We can, in fact, trace a thread that begins with the Prophet Mohammed and the first Shia Imam Ali and it will take us first to the Mutazila, early proponents of rational knowledge: http://www.iis.ac.uk/view_article.asp?ContentID=106472

then on to the Ikhwan Al-Safa, the original encyclopedists, who flourished predominantly during the times of the 4th and 5th Ismaili Imams Muhammad Al-Baqir and Jafar Al-Sadiq(around 750 AD) and later. These were a group of predominantly Ismaili Muslim thinkers, operating in secret, who wrote a 52-volume encyclopedia cataloguing all the types of knowledge available to man, ranging from the divine to the secular:
http://www.iep.utm.edu/i/ikhwan.htm

and they represented one of the first attempts to create a harmonious balance between revelation and reason in Islam. The thread continues onwards to the Fatimid Caliphate in Egypt(909AD-1171AD) during the times of the 11th to 18th Ismaili Muslim Imams, during which flourished philosophers, cosmologists and scientists like Al-Sijistani: http://www.iep.utm.edu/s/sijistan.htm

Al-Kirmani:
http://www.iep.utm.edu/k/kirmani.htm

Nasir Khusraw:
http://www.iep.utm.edu/k/khusraw.htm

Ibn Sina, aka Avicenna:
http://www.iep.utm.edu/a/avicenna.htm

among others, such as Ibn Rushd, aka Averroes, who was not Ismaili Muslim and flourished in Umayyad Islamic Spain along with Jewish Neoplatonic philosopher Moses Maimonides http://www.iep.utm.edu/i/ibnrushd.htm

Al-Shahrastani from Central Asia:
http://www.iep.utm.edu/s/shahras.htm


Nasir-ud Din Tusi, a theologian, philosopher and astronomer who flourished during the times of the 19th to 23rd Ismaili Muslim Imams(circa 1236AD) during the post-Fatimid Alamut period in the Elburz mountain fortresses of Northern Iran:
http://www.iep.utm.edu/t/tusi.htm
http://www.iis.ac.uk/view_article.asp?ContentID=106512

and the Ismaili Muslim Pirs, who travelled from Persia to the Indian Subcontinent during the times of the 29th to 32nd Imams(circa 1430AD) and taught about esoteric knowlegde of the highest order, exploiting commonalities between the gnostic traditions of Islam and Hinduism and using remarkable and unique compositions called ginans.

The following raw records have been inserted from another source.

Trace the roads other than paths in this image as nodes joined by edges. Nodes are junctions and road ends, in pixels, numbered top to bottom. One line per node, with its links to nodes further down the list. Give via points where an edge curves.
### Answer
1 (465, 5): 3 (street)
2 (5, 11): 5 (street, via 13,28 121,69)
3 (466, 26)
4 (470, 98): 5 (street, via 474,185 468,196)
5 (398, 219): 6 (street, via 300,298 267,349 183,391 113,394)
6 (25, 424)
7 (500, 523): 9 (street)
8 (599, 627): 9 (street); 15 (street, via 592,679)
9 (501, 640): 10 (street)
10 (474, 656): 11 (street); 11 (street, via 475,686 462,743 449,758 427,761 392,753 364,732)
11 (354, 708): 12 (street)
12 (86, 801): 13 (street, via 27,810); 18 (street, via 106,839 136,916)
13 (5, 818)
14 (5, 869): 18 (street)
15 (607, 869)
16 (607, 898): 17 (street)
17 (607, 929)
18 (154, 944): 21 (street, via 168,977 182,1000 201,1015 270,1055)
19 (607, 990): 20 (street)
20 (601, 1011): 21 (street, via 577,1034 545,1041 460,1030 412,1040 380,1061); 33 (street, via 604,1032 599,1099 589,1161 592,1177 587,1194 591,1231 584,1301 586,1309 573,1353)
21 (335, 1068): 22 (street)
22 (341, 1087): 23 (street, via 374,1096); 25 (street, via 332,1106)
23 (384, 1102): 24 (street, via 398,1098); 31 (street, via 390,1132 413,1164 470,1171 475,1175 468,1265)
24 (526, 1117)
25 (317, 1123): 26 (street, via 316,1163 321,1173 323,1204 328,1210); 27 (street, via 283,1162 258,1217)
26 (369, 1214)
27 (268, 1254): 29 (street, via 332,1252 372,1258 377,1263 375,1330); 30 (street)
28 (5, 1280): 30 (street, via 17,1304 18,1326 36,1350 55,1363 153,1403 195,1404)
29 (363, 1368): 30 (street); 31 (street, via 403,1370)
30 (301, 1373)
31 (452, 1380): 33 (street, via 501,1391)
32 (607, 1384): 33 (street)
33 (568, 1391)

As the thread continues we eventually come into the modern era, typified by the mandates of the 48th and 49th Imams(the present Imam and his predecessor), occupying the period 1885 to the present, during which time they have spearheaded the creation of 3 universities(Aligarh University in India, The Aga Khan University in Karachi, Pakistan, with satellite campuses in East Africa, and the University of Central Asia, with campuses in Tajikistan, Kyrgistan and Kazhakstan, the latter university to serve the needs of high mountain societies in the region). There have been the creation of hundreds of elementary and secondary schools in the developing world as well as, recently, highly specialised academies of excellence along the eastern seaboard of Africa from South to East Africa, the Middle East and Asia. These academies of excellence are secondary schools that offer the International Baccalaureate(IB) Diploma and therefore have joined the academic sisterhood of IB Canadian high schools like Pearson College in Victoria, Upper Canada College and the Toronto French School in Toronto, among many others.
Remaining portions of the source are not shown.